Hereafter no task will be moved from one node to another. The
load-balancer is split in two, one balances in A one balances in B
nothing crosses. (It is important that A.cpus and B.cpus do not
intersect.)
Ideally no task would remain in the root group, back in the day we could
actually do this (with exception of the cpu bound kernel threads), but
this has significantly regressed :-(
(still hate the workqueue affinity interface)
As is, tasks that are left in the root group get balanced within
whatever domain they ended up in.
> And what's DL?
SCHED_DEADLINE, its a 'Global'-EDF like scheduler that doesn't support
CPU affinities (because that doesn't make sense). The only way to
restrict it is to partition.
'Global' because you can partition it. If you reduce your system to
single CPU partitions you'll reduce to P-EDF.

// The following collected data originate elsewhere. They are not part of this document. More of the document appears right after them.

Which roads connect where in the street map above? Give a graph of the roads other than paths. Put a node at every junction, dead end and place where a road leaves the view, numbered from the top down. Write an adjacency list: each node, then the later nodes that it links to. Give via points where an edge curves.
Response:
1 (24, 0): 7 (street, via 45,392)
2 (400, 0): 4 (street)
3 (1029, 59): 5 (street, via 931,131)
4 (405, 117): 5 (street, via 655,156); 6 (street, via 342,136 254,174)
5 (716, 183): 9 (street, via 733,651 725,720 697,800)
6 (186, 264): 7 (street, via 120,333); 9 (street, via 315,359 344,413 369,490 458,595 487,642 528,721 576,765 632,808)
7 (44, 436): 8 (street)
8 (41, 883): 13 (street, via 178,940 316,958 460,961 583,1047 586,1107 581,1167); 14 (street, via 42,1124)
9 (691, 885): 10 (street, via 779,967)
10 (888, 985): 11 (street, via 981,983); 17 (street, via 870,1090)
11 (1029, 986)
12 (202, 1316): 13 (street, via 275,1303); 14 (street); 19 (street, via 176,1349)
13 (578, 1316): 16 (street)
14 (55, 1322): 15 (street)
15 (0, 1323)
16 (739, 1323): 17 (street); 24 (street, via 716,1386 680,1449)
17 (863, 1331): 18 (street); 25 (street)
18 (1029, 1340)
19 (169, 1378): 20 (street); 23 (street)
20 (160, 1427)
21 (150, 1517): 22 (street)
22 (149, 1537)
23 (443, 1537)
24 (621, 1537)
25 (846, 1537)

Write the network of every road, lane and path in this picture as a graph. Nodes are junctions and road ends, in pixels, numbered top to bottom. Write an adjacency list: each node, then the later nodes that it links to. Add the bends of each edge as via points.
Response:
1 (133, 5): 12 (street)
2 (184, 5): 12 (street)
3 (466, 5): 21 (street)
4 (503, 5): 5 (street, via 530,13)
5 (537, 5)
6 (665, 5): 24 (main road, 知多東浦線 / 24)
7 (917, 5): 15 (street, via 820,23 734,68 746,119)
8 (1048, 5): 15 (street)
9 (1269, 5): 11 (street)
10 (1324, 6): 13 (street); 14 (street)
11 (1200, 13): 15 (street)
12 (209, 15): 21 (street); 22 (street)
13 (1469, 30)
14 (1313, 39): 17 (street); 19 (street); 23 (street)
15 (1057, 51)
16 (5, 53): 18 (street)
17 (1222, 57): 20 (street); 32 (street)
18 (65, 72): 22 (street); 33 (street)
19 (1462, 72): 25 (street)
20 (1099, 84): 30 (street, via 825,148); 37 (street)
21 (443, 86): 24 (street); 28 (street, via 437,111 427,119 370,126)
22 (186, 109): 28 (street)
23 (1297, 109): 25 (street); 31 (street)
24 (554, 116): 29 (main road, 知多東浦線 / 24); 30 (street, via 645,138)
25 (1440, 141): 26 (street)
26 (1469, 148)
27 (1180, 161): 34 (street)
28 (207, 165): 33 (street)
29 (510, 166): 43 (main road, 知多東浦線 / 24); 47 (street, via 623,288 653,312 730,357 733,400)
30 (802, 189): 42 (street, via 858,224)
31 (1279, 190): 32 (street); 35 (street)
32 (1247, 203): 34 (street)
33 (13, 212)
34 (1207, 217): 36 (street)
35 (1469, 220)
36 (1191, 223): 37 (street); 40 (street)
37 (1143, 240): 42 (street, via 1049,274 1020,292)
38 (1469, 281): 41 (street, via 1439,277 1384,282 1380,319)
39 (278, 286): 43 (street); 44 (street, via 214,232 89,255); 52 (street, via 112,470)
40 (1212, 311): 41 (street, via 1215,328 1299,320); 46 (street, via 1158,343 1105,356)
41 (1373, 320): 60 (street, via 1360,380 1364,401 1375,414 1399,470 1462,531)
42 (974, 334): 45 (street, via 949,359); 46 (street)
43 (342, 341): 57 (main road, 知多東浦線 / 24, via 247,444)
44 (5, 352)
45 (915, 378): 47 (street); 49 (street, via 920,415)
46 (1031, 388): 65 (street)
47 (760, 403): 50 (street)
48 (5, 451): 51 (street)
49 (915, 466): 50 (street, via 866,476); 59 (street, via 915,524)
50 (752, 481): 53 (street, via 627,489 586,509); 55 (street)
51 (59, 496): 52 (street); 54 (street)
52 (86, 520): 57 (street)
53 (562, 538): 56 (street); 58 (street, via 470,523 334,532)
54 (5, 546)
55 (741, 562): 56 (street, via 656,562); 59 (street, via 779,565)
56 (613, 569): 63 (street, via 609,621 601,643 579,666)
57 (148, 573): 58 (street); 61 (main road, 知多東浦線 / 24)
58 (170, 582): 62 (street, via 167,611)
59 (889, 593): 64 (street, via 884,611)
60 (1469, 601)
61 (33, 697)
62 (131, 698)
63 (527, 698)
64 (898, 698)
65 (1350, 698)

(The same is true of SCHED_FIFO, that's a 'Global'-FIFO on the same
partition scheme, it however does support sched_affinity, but using it
gives 'interesting' schedulability results -- call it a historic
accident).
Note that related, but differently, we have the isolcpus boot parameter
which creates single CPU partitions for all listed CPUs and gives the
rest to the root cpuset. Ideally we'd kill this option given its a boot
time setting (for something which is trivially to do at runtime).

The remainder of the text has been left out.